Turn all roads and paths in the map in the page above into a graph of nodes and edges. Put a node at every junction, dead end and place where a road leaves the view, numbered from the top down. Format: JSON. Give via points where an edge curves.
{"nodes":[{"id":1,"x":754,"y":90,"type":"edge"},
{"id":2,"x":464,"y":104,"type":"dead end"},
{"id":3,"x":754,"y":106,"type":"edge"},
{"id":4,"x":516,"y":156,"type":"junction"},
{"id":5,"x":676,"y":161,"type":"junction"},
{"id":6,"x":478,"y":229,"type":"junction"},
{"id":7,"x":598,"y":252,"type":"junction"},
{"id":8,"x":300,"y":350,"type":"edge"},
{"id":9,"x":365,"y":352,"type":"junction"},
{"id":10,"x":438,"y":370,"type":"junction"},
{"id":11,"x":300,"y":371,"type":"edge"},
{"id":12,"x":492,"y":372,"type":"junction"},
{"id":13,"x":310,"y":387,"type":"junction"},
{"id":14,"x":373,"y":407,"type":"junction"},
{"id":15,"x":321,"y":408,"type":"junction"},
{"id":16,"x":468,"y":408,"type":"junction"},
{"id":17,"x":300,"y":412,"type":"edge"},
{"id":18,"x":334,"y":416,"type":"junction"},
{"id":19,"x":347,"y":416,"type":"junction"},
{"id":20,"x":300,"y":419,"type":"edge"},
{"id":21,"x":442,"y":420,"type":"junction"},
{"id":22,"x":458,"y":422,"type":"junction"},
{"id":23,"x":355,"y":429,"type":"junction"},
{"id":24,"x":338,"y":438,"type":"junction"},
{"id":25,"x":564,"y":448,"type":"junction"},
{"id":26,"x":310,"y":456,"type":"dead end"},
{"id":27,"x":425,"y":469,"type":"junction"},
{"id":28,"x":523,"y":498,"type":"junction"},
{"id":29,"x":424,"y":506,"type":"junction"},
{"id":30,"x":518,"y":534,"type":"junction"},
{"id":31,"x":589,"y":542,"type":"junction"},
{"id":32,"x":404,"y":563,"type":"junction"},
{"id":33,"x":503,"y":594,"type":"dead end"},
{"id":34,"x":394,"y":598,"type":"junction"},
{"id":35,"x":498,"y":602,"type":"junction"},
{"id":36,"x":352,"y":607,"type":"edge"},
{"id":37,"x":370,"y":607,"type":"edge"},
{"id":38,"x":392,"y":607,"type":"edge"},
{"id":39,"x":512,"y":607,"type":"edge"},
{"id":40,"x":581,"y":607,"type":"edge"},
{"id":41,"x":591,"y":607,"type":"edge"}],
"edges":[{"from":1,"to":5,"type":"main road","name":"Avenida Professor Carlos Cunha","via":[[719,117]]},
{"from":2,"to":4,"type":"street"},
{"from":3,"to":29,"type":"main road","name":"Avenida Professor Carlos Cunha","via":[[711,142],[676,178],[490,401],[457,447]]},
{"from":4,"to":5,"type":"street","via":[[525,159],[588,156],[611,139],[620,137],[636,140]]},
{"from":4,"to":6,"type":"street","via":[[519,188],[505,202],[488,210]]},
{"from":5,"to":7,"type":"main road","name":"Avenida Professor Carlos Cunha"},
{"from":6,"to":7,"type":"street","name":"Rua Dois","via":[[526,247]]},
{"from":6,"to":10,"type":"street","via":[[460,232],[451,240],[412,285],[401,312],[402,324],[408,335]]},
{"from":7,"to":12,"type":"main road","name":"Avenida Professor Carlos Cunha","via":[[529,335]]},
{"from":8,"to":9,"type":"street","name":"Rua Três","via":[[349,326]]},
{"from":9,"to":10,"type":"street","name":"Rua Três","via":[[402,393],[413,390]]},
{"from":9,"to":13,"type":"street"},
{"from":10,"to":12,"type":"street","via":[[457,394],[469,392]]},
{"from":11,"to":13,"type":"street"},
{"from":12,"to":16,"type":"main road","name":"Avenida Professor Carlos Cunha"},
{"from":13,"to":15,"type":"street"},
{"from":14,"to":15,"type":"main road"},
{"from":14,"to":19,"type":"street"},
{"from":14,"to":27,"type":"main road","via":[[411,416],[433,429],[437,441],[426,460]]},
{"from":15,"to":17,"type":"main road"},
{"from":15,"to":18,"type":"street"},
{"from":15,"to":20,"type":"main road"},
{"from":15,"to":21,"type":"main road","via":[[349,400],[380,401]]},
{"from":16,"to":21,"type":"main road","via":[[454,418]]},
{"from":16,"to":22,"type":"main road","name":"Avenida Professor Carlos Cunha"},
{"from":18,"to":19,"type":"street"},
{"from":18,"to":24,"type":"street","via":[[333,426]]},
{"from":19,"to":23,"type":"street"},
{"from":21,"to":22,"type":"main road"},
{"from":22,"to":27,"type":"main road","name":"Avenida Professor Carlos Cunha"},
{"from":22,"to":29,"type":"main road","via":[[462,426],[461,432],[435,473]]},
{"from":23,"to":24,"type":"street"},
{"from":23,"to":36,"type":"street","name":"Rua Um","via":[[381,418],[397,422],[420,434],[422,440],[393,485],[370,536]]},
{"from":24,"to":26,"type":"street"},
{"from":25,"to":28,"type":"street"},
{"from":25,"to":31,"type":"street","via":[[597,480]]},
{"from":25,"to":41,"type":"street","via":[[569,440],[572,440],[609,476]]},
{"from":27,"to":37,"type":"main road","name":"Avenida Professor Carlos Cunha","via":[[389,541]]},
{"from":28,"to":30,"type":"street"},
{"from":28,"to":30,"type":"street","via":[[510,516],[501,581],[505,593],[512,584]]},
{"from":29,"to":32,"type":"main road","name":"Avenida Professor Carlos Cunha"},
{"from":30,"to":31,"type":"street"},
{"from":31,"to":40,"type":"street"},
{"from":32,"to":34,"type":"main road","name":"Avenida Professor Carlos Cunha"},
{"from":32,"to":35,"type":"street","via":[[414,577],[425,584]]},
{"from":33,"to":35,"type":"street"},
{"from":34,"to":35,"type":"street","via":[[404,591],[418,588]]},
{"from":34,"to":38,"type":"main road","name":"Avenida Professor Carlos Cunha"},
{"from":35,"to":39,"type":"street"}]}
------------------------------------------------
EXERCISE GOAL »
Scan the preceding listing for lines that contain the word "nodes". Give only how many there are.

RESULT BELOW »
2